DIRECTIONS:
Print each of the records below, leaving every word as it is.

Collected data:
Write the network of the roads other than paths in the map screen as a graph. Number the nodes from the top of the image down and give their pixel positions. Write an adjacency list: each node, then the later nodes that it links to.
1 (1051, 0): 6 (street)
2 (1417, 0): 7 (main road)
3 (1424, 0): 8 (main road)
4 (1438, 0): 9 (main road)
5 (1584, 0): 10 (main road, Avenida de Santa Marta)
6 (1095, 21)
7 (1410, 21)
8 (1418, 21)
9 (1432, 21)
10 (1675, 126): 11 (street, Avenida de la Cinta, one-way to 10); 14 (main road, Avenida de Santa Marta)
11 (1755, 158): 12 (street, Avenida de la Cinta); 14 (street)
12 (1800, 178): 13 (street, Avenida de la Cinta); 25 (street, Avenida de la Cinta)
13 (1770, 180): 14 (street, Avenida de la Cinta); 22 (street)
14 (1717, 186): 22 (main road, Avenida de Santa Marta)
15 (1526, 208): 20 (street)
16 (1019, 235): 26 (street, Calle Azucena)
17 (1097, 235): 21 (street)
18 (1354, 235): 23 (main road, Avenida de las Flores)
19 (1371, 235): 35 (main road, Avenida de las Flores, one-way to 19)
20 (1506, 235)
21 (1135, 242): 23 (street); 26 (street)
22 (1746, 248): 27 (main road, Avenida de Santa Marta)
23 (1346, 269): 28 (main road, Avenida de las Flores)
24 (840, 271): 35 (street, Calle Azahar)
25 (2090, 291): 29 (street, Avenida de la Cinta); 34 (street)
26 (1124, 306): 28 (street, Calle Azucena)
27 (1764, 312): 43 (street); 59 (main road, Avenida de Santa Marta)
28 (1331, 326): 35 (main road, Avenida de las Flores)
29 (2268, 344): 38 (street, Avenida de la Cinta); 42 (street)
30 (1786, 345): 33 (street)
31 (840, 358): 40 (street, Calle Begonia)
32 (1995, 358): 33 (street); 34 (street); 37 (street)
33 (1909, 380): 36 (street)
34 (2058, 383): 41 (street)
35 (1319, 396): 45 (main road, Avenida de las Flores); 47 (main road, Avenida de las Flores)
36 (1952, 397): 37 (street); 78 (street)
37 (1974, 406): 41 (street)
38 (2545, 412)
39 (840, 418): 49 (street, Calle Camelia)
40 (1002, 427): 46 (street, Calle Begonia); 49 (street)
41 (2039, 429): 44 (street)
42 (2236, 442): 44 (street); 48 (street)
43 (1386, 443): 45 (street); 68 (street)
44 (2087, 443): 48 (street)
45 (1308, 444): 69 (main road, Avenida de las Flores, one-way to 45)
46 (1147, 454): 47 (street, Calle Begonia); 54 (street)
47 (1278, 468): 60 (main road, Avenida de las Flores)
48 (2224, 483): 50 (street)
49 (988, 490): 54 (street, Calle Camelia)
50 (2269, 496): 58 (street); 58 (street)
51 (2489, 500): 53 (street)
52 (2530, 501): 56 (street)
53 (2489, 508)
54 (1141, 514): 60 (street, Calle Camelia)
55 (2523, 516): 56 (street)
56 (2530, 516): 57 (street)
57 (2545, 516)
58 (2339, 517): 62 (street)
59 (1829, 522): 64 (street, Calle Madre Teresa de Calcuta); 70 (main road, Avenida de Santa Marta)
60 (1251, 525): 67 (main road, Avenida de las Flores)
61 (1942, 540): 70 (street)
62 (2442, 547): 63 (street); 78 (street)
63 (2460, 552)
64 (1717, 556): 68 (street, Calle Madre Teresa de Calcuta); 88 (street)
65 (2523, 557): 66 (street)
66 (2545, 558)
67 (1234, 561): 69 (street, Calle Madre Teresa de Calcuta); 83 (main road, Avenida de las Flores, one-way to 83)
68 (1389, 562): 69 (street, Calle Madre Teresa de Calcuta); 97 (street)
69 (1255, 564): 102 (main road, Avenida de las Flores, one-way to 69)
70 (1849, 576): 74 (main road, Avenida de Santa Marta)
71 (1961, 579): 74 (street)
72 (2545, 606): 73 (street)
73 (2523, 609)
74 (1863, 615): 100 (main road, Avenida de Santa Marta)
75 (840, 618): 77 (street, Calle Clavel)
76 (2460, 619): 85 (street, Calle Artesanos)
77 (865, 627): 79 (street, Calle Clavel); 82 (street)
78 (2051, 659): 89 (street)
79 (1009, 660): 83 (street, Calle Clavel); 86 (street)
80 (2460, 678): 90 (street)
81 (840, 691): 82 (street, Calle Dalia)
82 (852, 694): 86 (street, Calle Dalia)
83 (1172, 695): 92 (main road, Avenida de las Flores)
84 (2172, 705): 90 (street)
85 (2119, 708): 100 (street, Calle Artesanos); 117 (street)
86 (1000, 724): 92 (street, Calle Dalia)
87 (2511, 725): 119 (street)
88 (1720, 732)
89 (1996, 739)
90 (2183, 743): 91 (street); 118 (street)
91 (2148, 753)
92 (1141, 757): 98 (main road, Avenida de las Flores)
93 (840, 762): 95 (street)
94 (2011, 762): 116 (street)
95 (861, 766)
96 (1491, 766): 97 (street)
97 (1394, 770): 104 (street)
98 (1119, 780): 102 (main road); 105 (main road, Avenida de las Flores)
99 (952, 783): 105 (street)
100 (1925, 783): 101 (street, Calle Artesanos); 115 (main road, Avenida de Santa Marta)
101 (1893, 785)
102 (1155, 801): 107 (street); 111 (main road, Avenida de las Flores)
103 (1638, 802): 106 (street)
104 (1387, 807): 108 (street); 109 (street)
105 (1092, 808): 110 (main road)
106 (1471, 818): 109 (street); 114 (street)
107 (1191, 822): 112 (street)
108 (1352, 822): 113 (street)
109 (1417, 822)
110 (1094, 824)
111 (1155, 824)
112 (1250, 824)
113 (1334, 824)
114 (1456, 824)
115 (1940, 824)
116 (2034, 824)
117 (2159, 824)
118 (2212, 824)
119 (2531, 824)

EXERCISE OUTPUT:
Write the network of the roads other than paths in the map screen as a graph. Number the nodes from the top of the image down and give their pixel positions. Write an adjacency list: each node, then the later nodes that it links to.
1 (1051, 0): 6 (street)
2 (1417, 0): 7 (main road)
3 (1424, 0): 8 (main road)
4 (1438, 0): 9 (main road)
5 (1584, 0): 10 (main road, Avenida de Santa Marta)
6 (1095, 21)
7 (1410, 21)
8 (1418, 21)
9 (1432, 21)
10 (1675, 126): 11 (street, Avenida de la Cinta, one-way to 10); 14 (main road, Avenida de Santa Marta)
11 (1755, 158): 12 (street, Avenida de la Cinta); 14 (street)
12 (1800, 178): 13 (street, Avenida de la Cinta); 25 (street, Avenida de la Cinta)
13 (1770, 180): 14 (street, Avenida de la Cinta); 22 (street)
14 (1717, 186): 22 (main road, Avenida de Santa Marta)
15 (1526, 208): 20 (street)
16 (1019, 235): 26 (street, Calle Azucena)
17 (1097, 235): 21 (street)
18 (1354, 235): 23 (main road, Avenida de las Flores)
19 (1371, 235): 35 (main road, Avenida de las Flores, one-way to 19)
20 (1506, 235)
21 (1135, 242): 23 (street); 26 (street)
22 (1746, 248): 27 (main road, Avenida de Santa Marta)
23 (1346, 269): 28 (main road, Avenida de las Flores)
24 (840, 271): 35 (street, Calle Azahar)
25 (2090, 291): 29 (street, Avenida de la Cinta); 34 (street)
26 (1124, 306): 28 (street, Calle Azucena)
27 (1764, 312): 43 (street); 59 (main road, Avenida de Santa Marta)
28 (1331, 326): 35 (main road, Avenida de las Flores)
29 (2268, 344): 38 (street, Avenida de la Cinta); 42 (street)
30 (1786, 345): 33 (street)
31 (840, 358): 40 (street, Calle Begonia)
32 (1995, 358): 33 (street); 34 (street); 37 (street)
33 (1909, 380): 36 (street)
34 (2058, 383): 41 (street)
35 (1319, 396): 45 (main road, Avenida de las Flores); 47 (main road, Avenida de las Flores)
36 (1952, 397): 37 (street); 78 (street)
37 (1974, 406): 41 (street)
38 (2545, 412)
39 (840, 418): 49 (street, Calle Camelia)
40 (1002, 427): 46 (street, Calle Begonia); 49 (street)
41 (2039, 429): 44 (street)
42 (2236, 442): 44 (street); 48 (street)
43 (1386, 443): 45 (street); 68 (street)
44 (2087, 443): 48 (street)
45 (1308, 444): 69 (main road, Avenida de las Flores, one-way to 45)
46 (1147, 454): 47 (street, Calle Begonia); 54 (street)
47 (1278, 468): 60 (main road, Avenida de las Flores)
48 (2224, 483): 50 (street)
49 (988, 490): 54 (street, Calle Camelia)
50 (2269, 496): 58 (street); 58 (street)
51 (2489, 500): 53 (street)
52 (2530, 501): 56 (street)
53 (2489, 508)
54 (1141, 514): 60 (street, Calle Camelia)
55 (2523, 516): 56 (street)
56 (2530, 516): 57 (street)
57 (2545, 516)
58 (2339, 517): 62 (street)
59 (1829, 522): 64 (street, Calle Madre Teresa de Calcuta); 70 (main road, Avenida de Santa Marta)
60 (1251, 525): 67 (main road, Avenida de las Flores)
61 (1942, 540): 70 (street)
62 (2442, 547): 63 (street); 78 (street)
63 (2460, 552)
64 (1717, 556): 68 (street, Calle Madre Teresa de Calcuta); 88 (street)
65 (2523, 557): 66 (street)
66 (2545, 558)
67 (1234, 561): 69 (street, Calle Madre Teresa de Calcuta); 83 (main road, Avenida de las Flores, one-way to 83)
68 (1389, 562): 69 (street, Calle Madre Teresa de Calcuta); 97 (street)
69 (1255, 564): 102 (main road, Avenida de las Flores, one-way to 69)
70 (1849, 576): 74 (main road, Avenida de Santa Marta)
71 (1961, 579): 74 (street)
72 (2545, 606): 73 (street)
73 (2523, 609)
74 (1863, 615): 100 (main road, Avenida de Santa Marta)
75 (840, 618): 77 (street, Calle Clavel)
76 (2460, 619): 85 (street, Calle Artesanos)
77 (865, 627): 79 (street, Calle Clavel); 82 (street)
78 (2051, 659): 89 (street)
79 (1009, 660): 83 (street, Calle Clavel); 86 (street)
80 (2460, 678): 90 (street)
81 (840, 691): 82 (street, Calle Dalia)
82 (852, 694): 86 (street, Calle Dalia)
83 (1172, 695): 92 (main road, Avenida de las Flores)
84 (2172, 705): 90 (street)
85 (2119, 708): 100 (street, Calle Artesanos); 117 (street)
86 (1000, 724): 92 (street, Calle Dalia)
87 (2511, 725): 119 (street)
88 (1720, 732)
89 (1996, 739)
90 (2183, 743): 91 (street); 118 (street)
91 (2148, 753)
92 (1141, 757): 98 (main road, Avenida de las Flores)
93 (840, 762): 95 (street)
94 (2011, 762): 116 (street)
95 (861, 766)
96 (1491, 766): 97 (street)
97 (1394, 770): 104 (street)
98 (1119, 780): 102 (main road); 105 (main road, Avenida de las Flores)
99 (952, 783): 105 (street)
100 (1925, 783): 101 (street, Calle Artesanos); 115 (main road, Avenida de Santa Marta)
101 (1893, 785)
102 (1155, 801): 107 (street); 111 (main road, Avenida de las Flores)
103 (1638, 802): 106 (street)
104 (1387, 807): 108 (street); 109 (street)
105 (1092, 808): 110 (main road)
106 (1471, 818): 109 (street); 114 (street)
107 (1191, 822): 112 (street)
108 (1352, 822): 113 (street)
109 (1417, 822)
110 (1094, 824)
111 (1155, 824)
112 (1250, 824)
113 (1334, 824)
114 (1456, 824)
115 (1940, 824)
116 (2034, 824)
117 (2159, 824)
118 (2212, 824)
119 (2531, 824)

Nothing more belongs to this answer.